ANDREI MOLODKIN
LIQUID BLACK AFTER LIQUID SKY
OPENING: Friday, September 19, 2008, from 6 to 9 p.m.
START: September 19, from 6 to 9 p.m. / September 20-21, from 11 a.m. to 9 p.m.
EXHIBITION DATES: From September 23 through November 15 2008
GALLERY HOURS: Tuesday through Saturday from 1 to 7:30 p.m.
Galleria Pack is proud to present Liquid Black After Liquid Sky, a new exhibition by the young Russian artist Andrei Molodkin. Already recognized as one of the key young artists on the Russian contemporary art scene thanks to his transparent Plexiglas structures filled with oil, Molodkin has proven adept at ably mixing aesthetic standards and concepts of order and anarchy connected with the political sphere. He will be creating new artwork specifically for this personal exhibition in Milan.
The title of the exhibition, drawn from the 1980s film Liquid Sky by Russian director Slava Tsukerman, refers to a famous sentence in the movie when one of the film's protagonists, shooting heroin into his arm, says: "The sky is liquid: the key to paradise, milk from paradise." By choosing this title, Molodkin is suggesting that in the minds of people and in the world's geopolitical equilibrium on the whole, the place that once belonged to heroin, or Liquid Sky, during the 1970s and 1980s.
Molodkin's artwork often refer to the use of words and phrases like "Democracy," "In God We Trust," "Capitalism," and others that remind people of the way in which the majority of oil-producing countries are not democratic states in the least, and that strategic interests connected with the extraction of black gold precede any discussion about democracy that is underway or even planned, as is the paradigmatic case with Iraq.
This is the case with "Jesus and Mohammed," a work of art in which, through a series of tubes and pumps, the two Plexiglas statues exchange their respective fluids. Ironically, the Muslim oil darkens the veins of the Christian prophet.

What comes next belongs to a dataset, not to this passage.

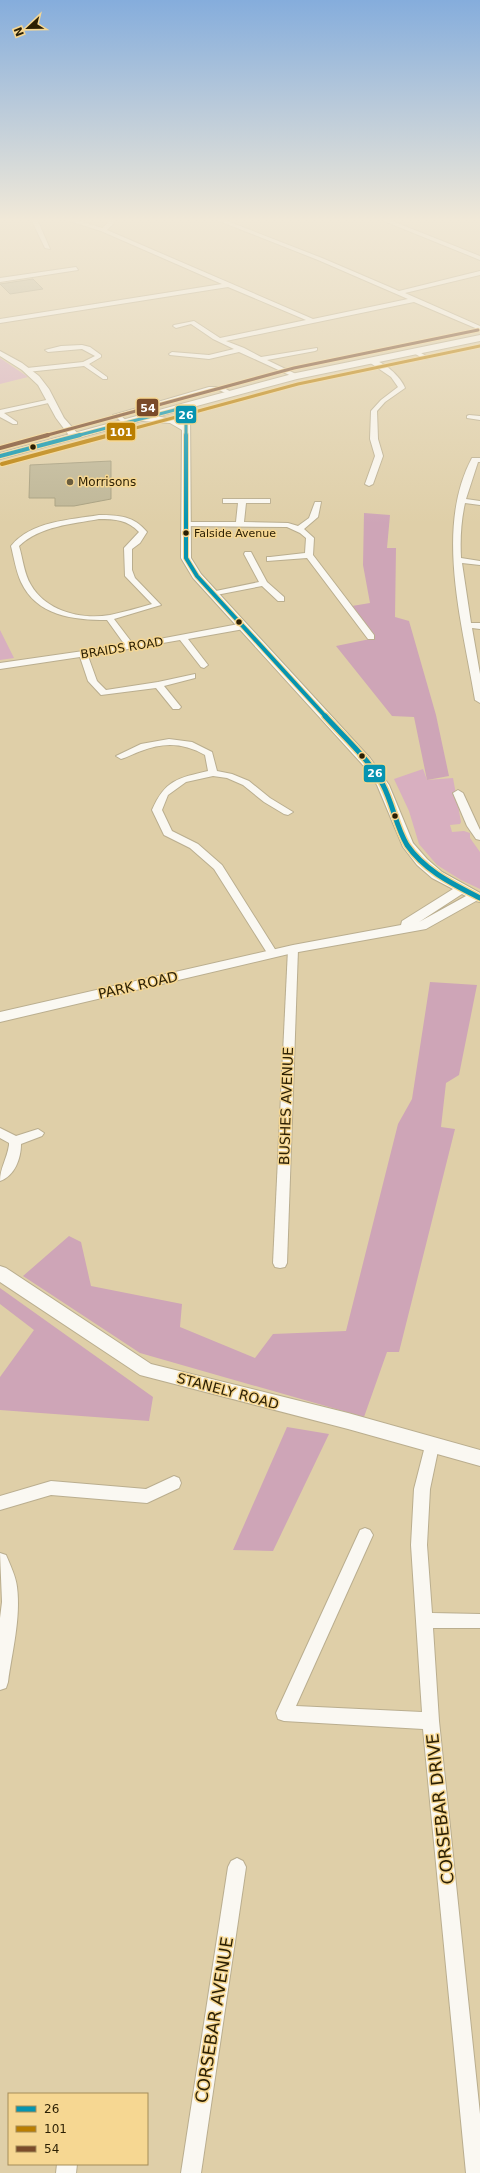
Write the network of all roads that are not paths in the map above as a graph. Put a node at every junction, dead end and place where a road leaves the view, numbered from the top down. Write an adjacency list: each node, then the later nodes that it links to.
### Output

In the world's grand global scenarios, sometimes it becomes difficult to understand whether political or economic forces are in control, since individual governments' responsibilities are diluted through the countless cash transfers and input from the market's most important financial funds. In a certain sense, while considering the "transfusions of democracy," in Western countries, we can't really be sure who's donating blood and who's receiving. When we look at the flow back and forth of the liquid produced by the pumps in the sculpture, the entire blood metaphor becomes immediately comprehensible.
Oil is the earth's blood, a toxic liquid that poisons the world's economy. It is a drug for which demand will always exceed supply, and its pipelines are the arteries through which every individual country obtains its own dose. In the sculpture, oil contaminates and transforms into parasites the forms and names that have been emptied of their meaning, and whose economic, media and political values now depend on the price of a barrel of oil. Oil is not kept alive by nations. In the same way in which it fills the empty body of the sculpture, the black liquid imposes its own powerful laws on the market. Its viscosity seems to make it capable of snaking its way anywhere and into anything, penetrating every sphere of human activity.
Andrei Molodkin was born in St. Petersburg, in Russia, in 1966. Today he lives and works in Paris and Moscow. His artwork can be found in important public and private collections including: the Russian State Museum in St. Petersburg; the Sigmund Freud Museum in St. Petersburg; and the Schusev State Museum of Architecture in Moscow.